Long story short, after working Thanksgiving, Christmas, and New Year’s Day, we launch the new website. It took 31 business days and more than 40 hours of overtime from yours truly. I did manage to have access to a back end developer for 5 days prior to launch which was a huge help. The site was excellent; however, it has many inefficiencies now, so I removed the link from my portfolio.
To accommodate the CEO and meet the incredible deadline, I was able to purchase a library of code to canalize and knit together the new website. The CSS file alone is over 6000 lines. I spent three days just reading the CSS, Bootstrap files, Modernizer, etc. This was no small task.
In summation, designing “special projects” with constraints on resources occurs at most work places; however, when the process is “always” compressed it leads to a drop in quality, longevity and stability. In this case, the drop in the quality of the visual design, the longevity with respect to its SEO rating, and the stability with respect to its responsiveness.
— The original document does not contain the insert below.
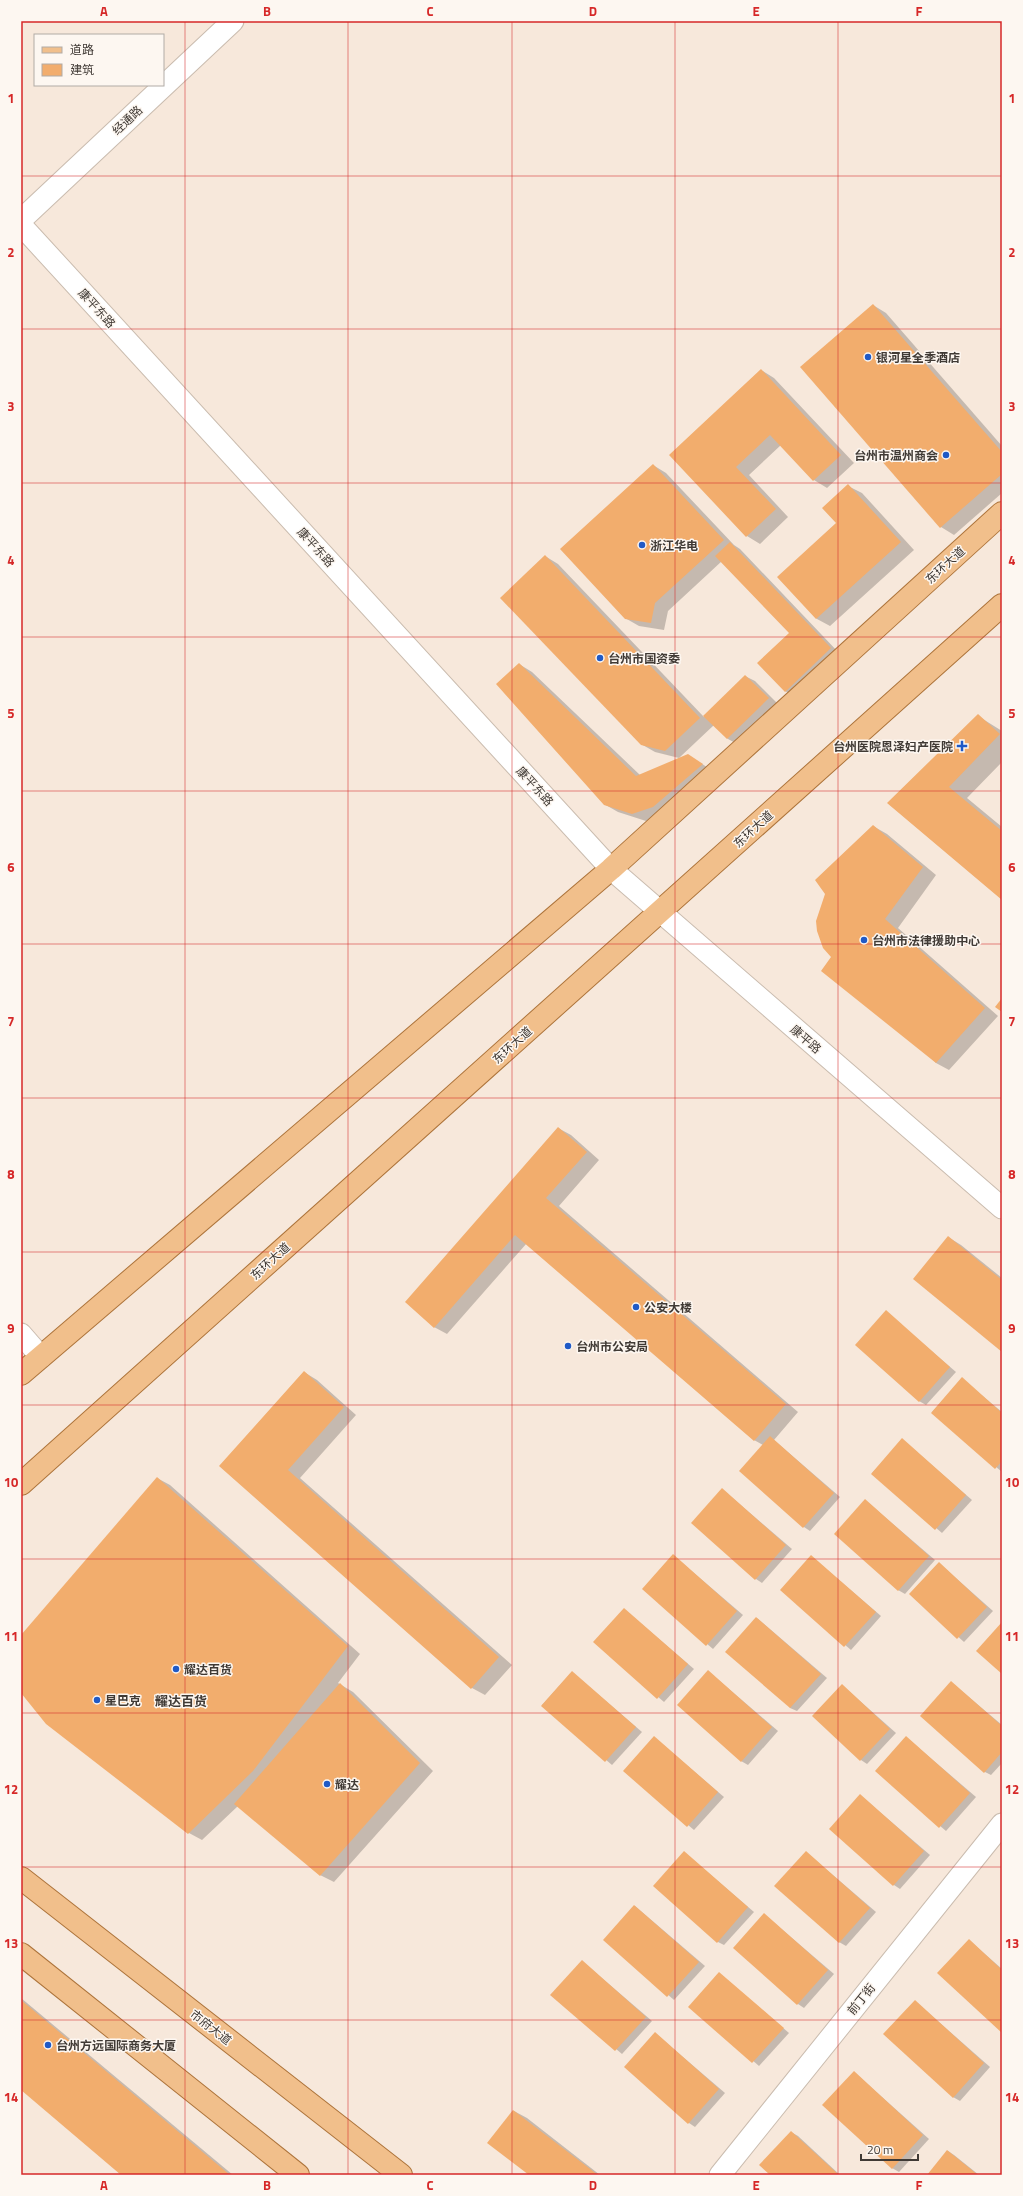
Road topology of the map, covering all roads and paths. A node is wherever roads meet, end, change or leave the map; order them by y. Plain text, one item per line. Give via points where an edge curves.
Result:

In the future, projects like these should require documenting a proper process from the start, and continue on a daily basis, regardless of who assigns the project. In this case, it would not have made a difference, since ultimately the new site was a prelude to a very large reduction in force companywide just after launch. However, the take away was powerful. Documentation may appear to be a time drain, but it is actually the lifeblood of the project and future projects. Documentation becomes a measuring device, a stencil, a guidepost for future endeavors.